> **Work instruction**
Every line of the data is to be retyped exactly.

Collected data entries
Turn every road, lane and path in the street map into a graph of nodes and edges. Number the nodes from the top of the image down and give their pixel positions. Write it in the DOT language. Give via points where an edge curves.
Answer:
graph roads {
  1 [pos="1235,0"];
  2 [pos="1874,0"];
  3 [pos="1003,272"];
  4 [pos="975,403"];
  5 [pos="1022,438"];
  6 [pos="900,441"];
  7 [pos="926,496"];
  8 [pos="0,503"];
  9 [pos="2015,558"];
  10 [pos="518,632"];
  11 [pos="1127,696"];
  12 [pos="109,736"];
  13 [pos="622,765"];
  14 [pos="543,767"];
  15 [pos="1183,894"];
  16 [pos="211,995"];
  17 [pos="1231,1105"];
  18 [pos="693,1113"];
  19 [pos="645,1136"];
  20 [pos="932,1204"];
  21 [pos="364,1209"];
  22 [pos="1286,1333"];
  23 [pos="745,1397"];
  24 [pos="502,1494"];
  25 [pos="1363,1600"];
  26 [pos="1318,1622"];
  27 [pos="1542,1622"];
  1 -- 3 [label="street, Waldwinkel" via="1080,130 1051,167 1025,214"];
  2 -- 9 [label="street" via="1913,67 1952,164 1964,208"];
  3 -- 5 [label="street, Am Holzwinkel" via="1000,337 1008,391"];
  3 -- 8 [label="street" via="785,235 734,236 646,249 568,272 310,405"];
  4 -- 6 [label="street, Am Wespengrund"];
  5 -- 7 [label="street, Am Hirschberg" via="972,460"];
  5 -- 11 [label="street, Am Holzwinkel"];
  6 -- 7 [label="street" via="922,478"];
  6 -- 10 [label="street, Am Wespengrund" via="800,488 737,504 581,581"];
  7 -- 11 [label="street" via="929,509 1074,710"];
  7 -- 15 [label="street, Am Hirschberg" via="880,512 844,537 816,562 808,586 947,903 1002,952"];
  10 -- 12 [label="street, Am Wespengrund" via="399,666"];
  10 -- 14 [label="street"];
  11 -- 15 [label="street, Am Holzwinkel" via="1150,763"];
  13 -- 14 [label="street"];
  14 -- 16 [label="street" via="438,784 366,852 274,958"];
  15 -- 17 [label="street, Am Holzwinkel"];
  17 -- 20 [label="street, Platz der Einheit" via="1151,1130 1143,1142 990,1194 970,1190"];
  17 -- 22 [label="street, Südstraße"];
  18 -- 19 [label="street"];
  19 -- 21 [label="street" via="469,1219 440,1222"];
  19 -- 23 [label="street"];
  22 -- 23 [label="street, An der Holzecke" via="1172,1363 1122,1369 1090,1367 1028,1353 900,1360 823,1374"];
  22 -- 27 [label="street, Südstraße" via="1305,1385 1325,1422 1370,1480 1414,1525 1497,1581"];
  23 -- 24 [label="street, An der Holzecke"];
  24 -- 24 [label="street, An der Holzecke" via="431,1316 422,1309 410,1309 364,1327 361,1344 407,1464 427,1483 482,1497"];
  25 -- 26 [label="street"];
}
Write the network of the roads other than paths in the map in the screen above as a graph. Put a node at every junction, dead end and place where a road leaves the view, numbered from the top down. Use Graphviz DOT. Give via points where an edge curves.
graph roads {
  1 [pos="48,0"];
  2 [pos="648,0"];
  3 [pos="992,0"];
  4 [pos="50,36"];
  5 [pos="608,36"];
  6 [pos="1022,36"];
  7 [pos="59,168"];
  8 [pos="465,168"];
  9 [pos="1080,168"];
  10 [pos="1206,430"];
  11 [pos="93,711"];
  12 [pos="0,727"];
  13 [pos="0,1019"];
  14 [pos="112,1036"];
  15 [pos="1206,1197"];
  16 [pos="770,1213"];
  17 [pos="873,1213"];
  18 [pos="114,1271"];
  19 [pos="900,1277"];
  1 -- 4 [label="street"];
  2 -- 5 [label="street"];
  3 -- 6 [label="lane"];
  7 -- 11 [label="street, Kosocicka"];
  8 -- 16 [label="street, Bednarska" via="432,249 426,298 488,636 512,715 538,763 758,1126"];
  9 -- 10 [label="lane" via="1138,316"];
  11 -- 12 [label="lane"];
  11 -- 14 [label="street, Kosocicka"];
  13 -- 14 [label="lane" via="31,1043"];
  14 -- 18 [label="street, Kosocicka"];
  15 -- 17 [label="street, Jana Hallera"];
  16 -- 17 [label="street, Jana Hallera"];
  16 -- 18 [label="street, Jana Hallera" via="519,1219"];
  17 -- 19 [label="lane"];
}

> **Solution to this task**
Turn every road, lane and path in the street map into a graph of nodes and edges. Number the nodes from the top of the image down and give their pixel positions. Write it in the DOT language. Give via points where an edge curves.
Answer:
graph roads {
  1 [pos="1235,0"];
  2 [pos="1874,0"];
  3 [pos="1003,272"];
  4 [pos="975,403"];
  5 [pos="1022,438"];
  6 [pos="900,441"];
  7 [pos="926,496"];
  8 [pos="0,503"];
  9 [pos="2015,558"];
  10 [pos="518,632"];
  11 [pos="1127,696"];
  12 [pos="109,736"];
  13 [pos="622,765"];
  14 [pos="543,767"];
  15 [pos="1183,894"];
  16 [pos="211,995"];
  17 [pos="1231,1105"];
  18 [pos="693,1113"];
  19 [pos="645,1136"];
  20 [pos="932,1204"];
  21 [pos="364,1209"];
  22 [pos="1286,1333"];
  23 [pos="745,1397"];
  24 [pos="502,1494"];
  25 [pos="1363,1600"];
  26 [pos="1318,1622"];
  27 [pos="1542,1622"];
  1 -- 3 [label="street, Waldwinkel" via="1080,130 1051,167 1025,214"];
  2 -- 9 [label="street" via="1913,67 1952,164 1964,208"];
  3 -- 5 [label="street, Am Holzwinkel" via="1000,337 1008,391"];
  3 -- 8 [label="street" via="785,235 734,236 646,249 568,272 310,405"];
  4 -- 6 [label="street, Am Wespengrund"];
  5 -- 7 [label="street, Am Hirschberg" via="972,460"];
  5 -- 11 [label="street, Am Holzwinkel"];
  6 -- 7 [label="street" via="922,478"];
  6 -- 10 [label="street, Am Wespengrund" via="800,488 737,504 581,581"];
  7 -- 11 [label="street" via="929,509 1074,710"];
  7 -- 15 [label="street, Am Hirschberg" via="880,512 844,537 816,562 808,586 947,903 1002,952"];
  10 -- 12 [label="street, Am Wespengrund" via="399,666"];
  10 -- 14 [label="street"];
  11 -- 15 [label="street, Am Holzwinkel" via="1150,763"];
  13 -- 14 [label="street"];
  14 -- 16 [label="street" via="438,784 366,852 274,958"];
  15 -- 17 [label="street, Am Holzwinkel"];
  17 -- 20 [label="street, Platz der Einheit" via="1151,1130 1143,1142 990,1194 970,1190"];
  17 -- 22 [label="street, Südstraße"];
  18 -- 19 [label="street"];
  19 -- 21 [label="street" via="469,1219 440,1222"];
  19 -- 23 [label="street"];
  22 -- 23 [label="street, An der Holzecke" via="1172,1363 1122,1369 1090,1367 1028,1353 900,1360 823,1374"];
  22 -- 27 [label="street, Südstraße" via="1305,1385 1325,1422 1370,1480 1414,1525 1497,1581"];
  23 -- 24 [label="street, An der Holzecke"];
  24 -- 24 [label="street, An der Holzecke" via="431,1316 422,1309 410,1309 364,1327 361,1344 407,1464 427,1483 482,1497"];
  25 -- 26 [label="street"];
}
Write the network of the roads other than paths in the map in the screen above as a graph. Put a node at every junction, dead end and place where a road leaves the view, numbered from the top down. Use Graphviz DOT. Give via points where an edge curves.
graph roads {
  1 [pos="48,0"];
  2 [pos="648,0"];
  3 [pos="992,0"];
  4 [pos="50,36"];
  5 [pos="608,36"];
  6 [pos="1022,36"];
  7 [pos="59,168"];
  8 [pos="465,168"];
  9 [pos="1080,168"];
  10 [pos="1206,430"];
  11 [pos="93,711"];
  12 [pos="0,727"];
  13 [pos="0,1019"];
  14 [pos="112,1036"];
  15 [pos="1206,1197"];
  16 [pos="770,1213"];
  17 [pos="873,1213"];
  18 [pos="114,1271"];
  19 [pos="900,1277"];
  1 -- 4 [label="street"];
  2 -- 5 [label="street"];
  3 -- 6 [label="lane"];
  7 -- 11 [label="street, Kosocicka"];
  8 -- 16 [label="street, Bednarska" via="432,249 426,298 488,636 512,715 538,763 758,1126"];
  9 -- 10 [label="lane" via="1138,316"];
  11 -- 12 [label="lane"];
  11 -- 14 [label="street, Kosocicka"];
  13 -- 14 [label="lane" via="31,1043"];
  14 -- 18 [label="street, Kosocicka"];
  15 -- 17 [label="street, Jana Hallera"];
  16 -- 17 [label="street, Jana Hallera"];
  16 -- 18 [label="street, Jana Hallera" via="519,1219"];
  17 -- 19 [label="lane"];
}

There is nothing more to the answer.